ごあいさつ
3.11の東日本大震災と、その後の東京電力福島第一原子力発電所事故による原子力災害から3年6ヶ月が過ぎ、震災直後の様相とはすっかり変わっていますが、心の中は、先行きの見えない不安で一杯のまま変わることはありません。
大震災と大津波からの復旧は漸く進んでいますが、原子力災害については、福島第1原子力発電廃炉の目途も立たず、県が中間貯蔵施設の受け入れを示したところです。
私たちは、この原子力災害により、地域を無くし、人生設計を狂わされてしまいました。その責任は、国と株式会社東京電力にしっかりと取っていただかなければなりません。一方で、南相馬市の将来を見据え、一歩ずつ自立に向かって進まなければなりません。復興交付金を含め、もう少し国の補助金を当てにしなければなりませんが、生まれてくる子供たちや、今いる子供たちのためにも、生活する全ての人が幸せを実感できる「新しい南相馬市」を今から築いていかなければなりません。

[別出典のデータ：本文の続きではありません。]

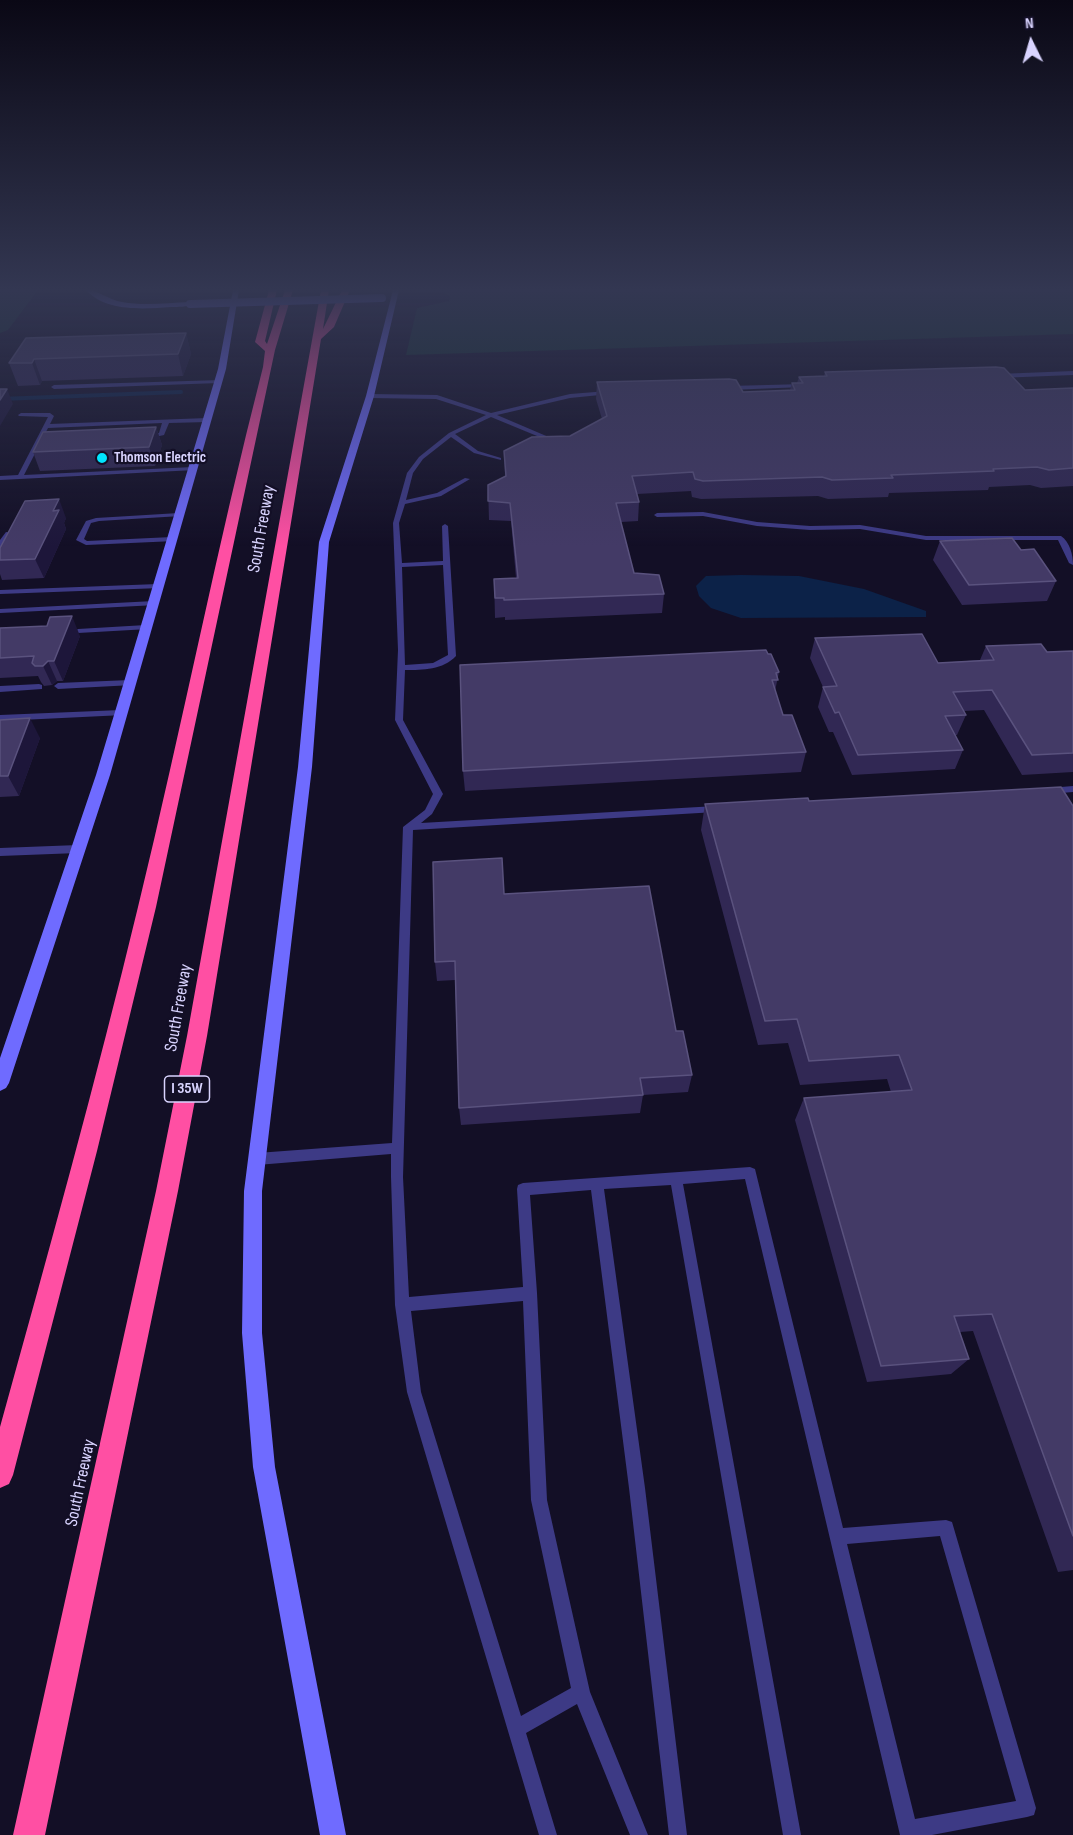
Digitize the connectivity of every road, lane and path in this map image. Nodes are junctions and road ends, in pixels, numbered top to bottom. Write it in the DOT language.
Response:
graph roads {
  1 [pos="220,376"];
  2 [pos="264,376"];
  3 [pos="311,376"];
  4 [pos="374,376"];
  5 [pos="991,376"];
  6 [pos="1001,376"];
  7 [pos="219,381"];
  8 [pos="816,384"];
  9 [pos="54,387"];
  10 [pos="723,388"];
  11 [pos="616,392"];
  12 [pos="370,396"];
  13 [pos="491,414"];
  14 [pos="21,415"];
  15 [pos="207,420"];
  16 [pos="166,422"];
  17 [pos="46,426"];
  18 [pos="451,434"];
  19 [pos="143,437"];
  20 [pos="38,441"];
  21 [pos="50,441"];
  22 [pos="559,443"];
  23 [pos="499,459"];
  24 [pos="193,469"];
  25 [pos="20,477"];
  26 [pos="0,478"];
  27 [pos="467,479"];
  28 [pos="402,503"];
  29 [pos="179,514"];
  30 [pos="657,515"];
  31 [pos="446,526"];
  32 [pos="8,533"];
  33 [pos="172,539"];
  34 [pos="0,546"];
  35 [pos="446,563"];
  36 [pos="1073,563"];
  37 [pos="398,565"];
  38 [pos="159,586"];
  39 [pos="0,592"];
  40 [pos="154,603"];
  41 [pos="0,610"];
  42 [pos="146,627"];
  43 [pos="78,631"];
  44 [pos="401,668"];
  45 [pos="130,683"];
  46 [pos="58,686"];
  47 [pos="39,687"];
  48 [pos="0,689"];
  49 [pos="121,713"];
  50 [pos="0,718"];
  51 [pos="1073,789"];
  52 [pos="1038,791"];
  53 [pos="724,808"];
  54 [pos="408,827"];
  55 [pos="78,849"];
  56 [pos="0,852"];
  57 [pos="0,1083"];
  58 [pos="398,1148"];
  59 [pos="256,1160"];
  60 [pos="676,1178"];
  61 [pos="597,1183"];
  62 [pos="530,1293"];
  63 [pos="402,1305"];
  64 [pos="0,1475"];
  65 [pos="838,1537"];
  66 [pos="581,1692"];
  67 [pos="517,1728"];
  68 [pos="908,1832"];
  69 [pos="29,1835"];
  70 [pos="333,1835"];
  71 [pos="548,1835"];
  72 [pos="639,1835"];
  73 [pos="678,1835"];
  74 [pos="792,1835"];
  1 -- 7 [label="main road"];
  2 -- 64 [label="highway, South Freeway"];
  3 -- 69 [label="highway, South Freeway / I 35W"];
  4 -- 12 [label="main road"];
  5 -- 6 [label="lane"];
  7 -- 9 [label="lane"];
  7 -- 15 [label="main road"];
  8 -- 10 [label="lane"];
  11 -- 13 [label="lane"];
  12 -- 13 [label="lane"];
  12 -- 59 [label="main road"];
  13 -- 18 [label="lane"];
  13 -- 22 [label="lane"];
  14 -- 17 [label="lane"];
  15 -- 16 [label="lane"];
  15 -- 24 [label="main road"];
  16 -- 17 [label="lane"];
  16 -- 19 [label="lane"];
  17 -- 20 [label="lane"];
  18 -- 23 [label="lane"];
  18 -- 28 [label="lane"];
  20 -- 21 [label="lane"];
  20 -- 25 [label="lane"];
  24 -- 25 [label="lane"];
  24 -- 29 [label="main road"];
  25 -- 26 [label="lane"];
  27 -- 28 [label="lane"];
  28 -- 37 [label="lane"];
  29 -- 33 [label="main road"];
  29 -- 33 [label="lane"];
  30 -- 36 [label="lane"];
  31 -- 35 [label="lane"];
  32 -- 34 [label="lane"];
  33 -- 38 [label="main road"];
  35 -- 37 [label="lane"];
  35 -- 44 [label="lane"];
  37 -- 44 [label="lane"];
  38 -- 39 [label="lane"];
  38 -- 40 [label="main road"];
  40 -- 41 [label="lane"];
  40 -- 42 [label="main road"];
  42 -- 43 [label="lane"];
  42 -- 45 [label="main road"];
  44 -- 54 [label="lane"];
  45 -- 46 [label="lane"];
  45 -- 49 [label="main road"];
  47 -- 48 [label="lane"];
  49 -- 50 [label="lane"];
  49 -- 55 [label="main road"];
  51 -- 52 [label="lane"];
  53 -- 54 [label="lane"];
  54 -- 58 [label="lane"];
  55 -- 56 [label="lane"];
  55 -- 57 [label="main road"];
  58 -- 59 [label="lane"];
  58 -- 63 [label="lane"];
  59 -- 70 [label="main road"];
  60 -- 61 [label="lane"];
  60 -- 65 [label="lane"];
  60 -- 74 [label="lane"];
  61 -- 62 [label="lane"];
  61 -- 73 [label="lane"];
  62 -- 63 [label="lane"];
  62 -- 66 [label="lane"];
  63 -- 67 [label="lane"];
  65 -- 68 [label="lane"];
  65 -- 68 [label="lane"];
  66 -- 67 [label="lane"];
  66 -- 72 [label="lane"];
  67 -- 71 [label="lane"];
}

そのために議会は、市民と行政の架け橋となって政策を実現し、問題課題を解決していく責務があると痛感します。議員が市民の不安を煽ったり、執行部の足を引っ張ったり、批判をしていたのでは復興は進まないと考えます。
前回(4年前)の選挙後4ヶ月目の震災津波放射能災害に遭い、議会でもそれぞれが自己判断で行動した時期や、恐らく新人議員に至っては議員として何をすればいいのかすらわからなかったことでしょう。3年半が過ぎ、それぞれに学ぶことも多かったと思いますが、議会の秩序も維持されていないのも事実です。
私は、議会を本来の姿に戻し、是々非々の判断をして、市民と共に新しい南相馬市を再興すべきと考えます。
これからの自治体経営においても「株式会社南相馬市役所」という発想は必要だと考えます。さらに言えば、市役所を総合商社と捉え、各部署の例えば経済部や福祉部を子会社とみて、その部長を社長とし、市長はそれらを取り仕切る統括責任者とすれば市役所がもっと機能するはずです。
そして、株式会社南相馬市役所の社是(目標)は、「全ての市民が幸せに暮らせること」とし、その幸せ度を「市民総幸福量」で計ります。いわゆる「GDP(国民総生産量)」から「GNH(国民総幸福量)」への考え方と政策の転換です。実際にブータン国では、国民の97%が幸福と答えています。これを、是非南相馬市に置き換えて、政策を実行していくべきだと提案し、執行部としても理解をし、取り組もうとしています。
私は、これからも行政の改革と、議会の改革が重要と捉え、「良識ある議会」をめざし、その先にある「最大市民の最大幸福」を実現して参ります。
皆様には、より一層のご支援とご鞭撻をお願い申し上げます。